**Problem details**
Once you have read the records below, restate them word for word.

**Collected data entries**
== == ==

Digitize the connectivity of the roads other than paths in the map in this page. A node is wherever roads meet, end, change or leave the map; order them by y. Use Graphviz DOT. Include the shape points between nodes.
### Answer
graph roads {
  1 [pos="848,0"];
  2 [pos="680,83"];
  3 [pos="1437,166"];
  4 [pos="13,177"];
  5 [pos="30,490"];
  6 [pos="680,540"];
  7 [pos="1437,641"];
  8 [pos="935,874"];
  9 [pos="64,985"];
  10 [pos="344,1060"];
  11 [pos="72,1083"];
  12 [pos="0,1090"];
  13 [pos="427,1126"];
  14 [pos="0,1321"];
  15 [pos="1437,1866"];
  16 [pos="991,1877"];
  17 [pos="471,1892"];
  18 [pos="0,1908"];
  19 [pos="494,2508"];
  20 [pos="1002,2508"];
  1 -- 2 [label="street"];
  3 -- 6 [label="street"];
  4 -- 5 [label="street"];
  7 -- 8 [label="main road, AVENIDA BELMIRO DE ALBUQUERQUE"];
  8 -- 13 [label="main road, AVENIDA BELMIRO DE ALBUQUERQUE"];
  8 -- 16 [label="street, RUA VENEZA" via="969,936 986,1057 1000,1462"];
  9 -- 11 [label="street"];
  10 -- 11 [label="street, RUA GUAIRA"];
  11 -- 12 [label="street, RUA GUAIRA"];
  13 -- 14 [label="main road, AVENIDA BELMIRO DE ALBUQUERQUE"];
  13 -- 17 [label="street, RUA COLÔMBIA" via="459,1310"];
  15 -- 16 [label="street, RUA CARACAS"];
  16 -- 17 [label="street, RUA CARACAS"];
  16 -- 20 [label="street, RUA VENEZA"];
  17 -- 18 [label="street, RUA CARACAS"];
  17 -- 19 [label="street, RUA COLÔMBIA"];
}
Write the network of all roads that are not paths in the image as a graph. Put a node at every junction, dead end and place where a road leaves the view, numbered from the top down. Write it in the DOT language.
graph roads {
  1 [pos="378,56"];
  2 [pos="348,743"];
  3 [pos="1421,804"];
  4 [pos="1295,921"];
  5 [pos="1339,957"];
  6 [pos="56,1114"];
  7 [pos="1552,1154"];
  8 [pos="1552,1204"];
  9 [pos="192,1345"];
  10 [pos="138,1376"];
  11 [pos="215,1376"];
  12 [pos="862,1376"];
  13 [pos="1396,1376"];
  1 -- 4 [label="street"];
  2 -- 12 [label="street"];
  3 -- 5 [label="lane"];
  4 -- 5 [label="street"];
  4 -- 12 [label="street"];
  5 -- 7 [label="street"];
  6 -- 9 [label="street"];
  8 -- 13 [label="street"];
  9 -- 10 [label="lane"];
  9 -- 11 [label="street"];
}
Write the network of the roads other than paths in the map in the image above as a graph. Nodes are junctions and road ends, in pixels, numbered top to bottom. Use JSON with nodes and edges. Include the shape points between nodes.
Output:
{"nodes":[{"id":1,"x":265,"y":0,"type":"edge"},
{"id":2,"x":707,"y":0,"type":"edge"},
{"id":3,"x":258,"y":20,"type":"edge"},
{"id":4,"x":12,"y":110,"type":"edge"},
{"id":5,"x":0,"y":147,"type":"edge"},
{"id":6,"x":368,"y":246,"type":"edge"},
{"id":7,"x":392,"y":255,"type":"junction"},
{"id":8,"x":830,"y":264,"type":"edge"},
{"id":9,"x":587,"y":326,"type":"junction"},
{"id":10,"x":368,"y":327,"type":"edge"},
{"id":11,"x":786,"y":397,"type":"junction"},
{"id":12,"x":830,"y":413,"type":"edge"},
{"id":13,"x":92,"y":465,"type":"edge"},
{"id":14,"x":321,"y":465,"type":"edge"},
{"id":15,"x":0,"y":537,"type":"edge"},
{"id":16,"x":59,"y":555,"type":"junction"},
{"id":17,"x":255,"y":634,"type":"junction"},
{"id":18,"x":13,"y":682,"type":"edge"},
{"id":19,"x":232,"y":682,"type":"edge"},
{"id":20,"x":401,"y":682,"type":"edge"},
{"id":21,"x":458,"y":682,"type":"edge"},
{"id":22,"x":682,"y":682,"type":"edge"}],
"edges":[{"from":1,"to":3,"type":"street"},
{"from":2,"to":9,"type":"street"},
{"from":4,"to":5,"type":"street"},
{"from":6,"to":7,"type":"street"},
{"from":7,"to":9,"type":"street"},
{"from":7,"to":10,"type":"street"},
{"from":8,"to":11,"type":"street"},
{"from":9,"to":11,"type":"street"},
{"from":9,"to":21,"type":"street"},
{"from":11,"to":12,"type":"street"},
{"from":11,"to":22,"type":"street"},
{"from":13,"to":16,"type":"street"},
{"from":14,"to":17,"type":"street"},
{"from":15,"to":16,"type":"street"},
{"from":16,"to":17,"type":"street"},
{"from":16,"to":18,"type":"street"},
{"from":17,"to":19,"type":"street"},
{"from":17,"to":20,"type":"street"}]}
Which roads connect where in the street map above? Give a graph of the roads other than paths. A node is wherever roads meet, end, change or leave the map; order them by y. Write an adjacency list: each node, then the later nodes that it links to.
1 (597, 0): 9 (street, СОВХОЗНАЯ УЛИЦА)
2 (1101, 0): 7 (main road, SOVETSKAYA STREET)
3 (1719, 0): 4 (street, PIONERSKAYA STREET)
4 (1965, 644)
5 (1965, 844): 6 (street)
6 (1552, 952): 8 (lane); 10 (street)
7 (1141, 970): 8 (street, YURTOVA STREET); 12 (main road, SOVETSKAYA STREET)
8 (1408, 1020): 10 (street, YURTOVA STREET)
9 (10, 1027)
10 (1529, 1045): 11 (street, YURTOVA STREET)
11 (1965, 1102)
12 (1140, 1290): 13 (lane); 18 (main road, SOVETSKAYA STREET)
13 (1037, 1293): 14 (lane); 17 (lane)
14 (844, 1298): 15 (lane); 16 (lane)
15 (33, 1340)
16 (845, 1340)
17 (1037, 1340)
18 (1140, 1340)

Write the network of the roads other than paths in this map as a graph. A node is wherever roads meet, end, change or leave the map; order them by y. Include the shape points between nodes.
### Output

== == ==

**Completed exercise**
Digitize the connectivity of the roads other than paths in the map in this page. A node is wherever roads meet, end, change or leave the map; order them by y. Use Graphviz DOT. Include the shape points between nodes.
### Answer
graph roads {
  1 [pos="848,0"];
  2 [pos="680,83"];
  3 [pos="1437,166"];
  4 [pos="13,177"];
  5 [pos="30,490"];
  6 [pos="680,540"];
  7 [pos="1437,641"];
  8 [pos="935,874"];
  9 [pos="64,985"];
  10 [pos="344,1060"];
  11 [pos="72,1083"];
  12 [pos="0,1090"];
  13 [pos="427,1126"];
  14 [pos="0,1321"];
  15 [pos="1437,1866"];
  16 [pos="991,1877"];
  17 [pos="471,1892"];
  18 [pos="0,1908"];
  19 [pos="494,2508"];
  20 [pos="1002,2508"];
  1 -- 2 [label="street"];
  3 -- 6 [label="street"];
  4 -- 5 [label="street"];
  7 -- 8 [label="main road, AVENIDA BELMIRO DE ALBUQUERQUE"];
  8 -- 13 [label="main road, AVENIDA BELMIRO DE ALBUQUERQUE"];
  8 -- 16 [label="street, RUA VENEZA" via="969,936 986,1057 1000,1462"];
  9 -- 11 [label="street"];
  10 -- 11 [label="street, RUA GUAIRA"];
  11 -- 12 [label="street, RUA GUAIRA"];
  13 -- 14 [label="main road, AVENIDA BELMIRO DE ALBUQUERQUE"];
  13 -- 17 [label="street, RUA COLÔMBIA" via="459,1310"];
  15 -- 16 [label="street, RUA CARACAS"];
  16 -- 17 [label="street, RUA CARACAS"];
  16 -- 20 [label="street, RUA VENEZA"];
  17 -- 18 [label="street, RUA CARACAS"];
  17 -- 19 [label="street, RUA COLÔMBIA"];
}
Write the network of all roads that are not paths in the image as a graph. Put a node at every junction, dead end and place where a road leaves the view, numbered from the top down. Write it in the DOT language.
graph roads {
  1 [pos="378,56"];
  2 [pos="348,743"];
  3 [pos="1421,804"];
  4 [pos="1295,921"];
  5 [pos="1339,957"];
  6 [pos="56,1114"];
  7 [pos="1552,1154"];
  8 [pos="1552,1204"];
  9 [pos="192,1345"];
  10 [pos="138,1376"];
  11 [pos="215,1376"];
  12 [pos="862,1376"];
  13 [pos="1396,1376"];
  1 -- 4 [label="street"];
  2 -- 12 [label="street"];
  3 -- 5 [label="lane"];
  4 -- 5 [label="street"];
  4 -- 12 [label="street"];
  5 -- 7 [label="street"];
  6 -- 9 [label="street"];
  8 -- 13 [label="street"];
  9 -- 10 [label="lane"];
  9 -- 11 [label="street"];
}
Write the network of the roads other than paths in the map in the image above as a graph. Nodes are junctions and road ends, in pixels, numbered top to bottom. Use JSON with nodes and edges. Include the shape points between nodes.
Output:
{"nodes":[{"id":1,"x":265,"y":0,"type":"edge"},
{"id":2,"x":707,"y":0,"type":"edge"},
{"id":3,"x":258,"y":20,"type":"edge"},
{"id":4,"x":12,"y":110,"type":"edge"},
{"id":5,"x":0,"y":147,"type":"edge"},
{"id":6,"x":368,"y":246,"type":"edge"},
{"id":7,"x":392,"y":255,"type":"junction"},
{"id":8,"x":830,"y":264,"type":"edge"},
{"id":9,"x":587,"y":326,"type":"junction"},
{"id":10,"x":368,"y":327,"type":"edge"},
{"id":11,"x":786,"y":397,"type":"junction"},
{"id":12,"x":830,"y":413,"type":"edge"},
{"id":13,"x":92,"y":465,"type":"edge"},
{"id":14,"x":321,"y":465,"type":"edge"},
{"id":15,"x":0,"y":537,"type":"edge"},
{"id":16,"x":59,"y":555,"type":"junction"},
{"id":17,"x":255,"y":634,"type":"junction"},
{"id":18,"x":13,"y":682,"type":"edge"},
{"id":19,"x":232,"y":682,"type":"edge"},
{"id":20,"x":401,"y":682,"type":"edge"},
{"id":21,"x":458,"y":682,"type":"edge"},
{"id":22,"x":682,"y":682,"type":"edge"}],
"edges":[{"from":1,"to":3,"type":"street"},
{"from":2,"to":9,"type":"street"},
{"from":4,"to":5,"type":"street"},
{"from":6,"to":7,"type":"street"},
{"from":7,"to":9,"type":"street"},
{"from":7,"to":10,"type":"street"},
{"from":8,"to":11,"type":"street"},
{"from":9,"to":11,"type":"street"},
{"from":9,"to":21,"type":"street"},
{"from":11,"to":12,"type":"street"},
{"from":11,"to":22,"type":"street"},
{"from":13,"to":16,"type":"street"},
{"from":14,"to":17,"type":"street"},
{"from":15,"to":16,"type":"street"},
{"from":16,"to":17,"type":"street"},
{"from":16,"to":18,"type":"street"},
{"from":17,"to":19,"type":"street"},
{"from":17,"to":20,"type":"street"}]}
Which roads connect where in the street map above? Give a graph of the roads other than paths. A node is wherever roads meet, end, change or leave the map; order them by y. Write an adjacency list: each node, then the later nodes that it links to.
1 (597, 0): 9 (street, СОВХОЗНАЯ УЛИЦА)
2 (1101, 0): 7 (main road, SOVETSKAYA STREET)
3 (1719, 0): 4 (street, PIONERSKAYA STREET)
4 (1965, 644)
5 (1965, 844): 6 (street)
6 (1552, 952): 8 (lane); 10 (street)
7 (1141, 970): 8 (street, YURTOVA STREET); 12 (main road, SOVETSKAYA STREET)
8 (1408, 1020): 10 (street, YURTOVA STREET)
9 (10, 1027)
10 (1529, 1045): 11 (street, YURTOVA STREET)
11 (1965, 1102)
12 (1140, 1290): 13 (lane); 18 (main road, SOVETSKAYA STREET)
13 (1037, 1293): 14 (lane); 17 (lane)
14 (844, 1298): 15 (lane); 16 (lane)
15 (33, 1340)
16 (845, 1340)
17 (1037, 1340)
18 (1140, 1340)

Write the network of the roads other than paths in this map as a graph. A node is wherever roads meet, end, change or leave the map; order them by y. Include the shape points between nodes.
### Output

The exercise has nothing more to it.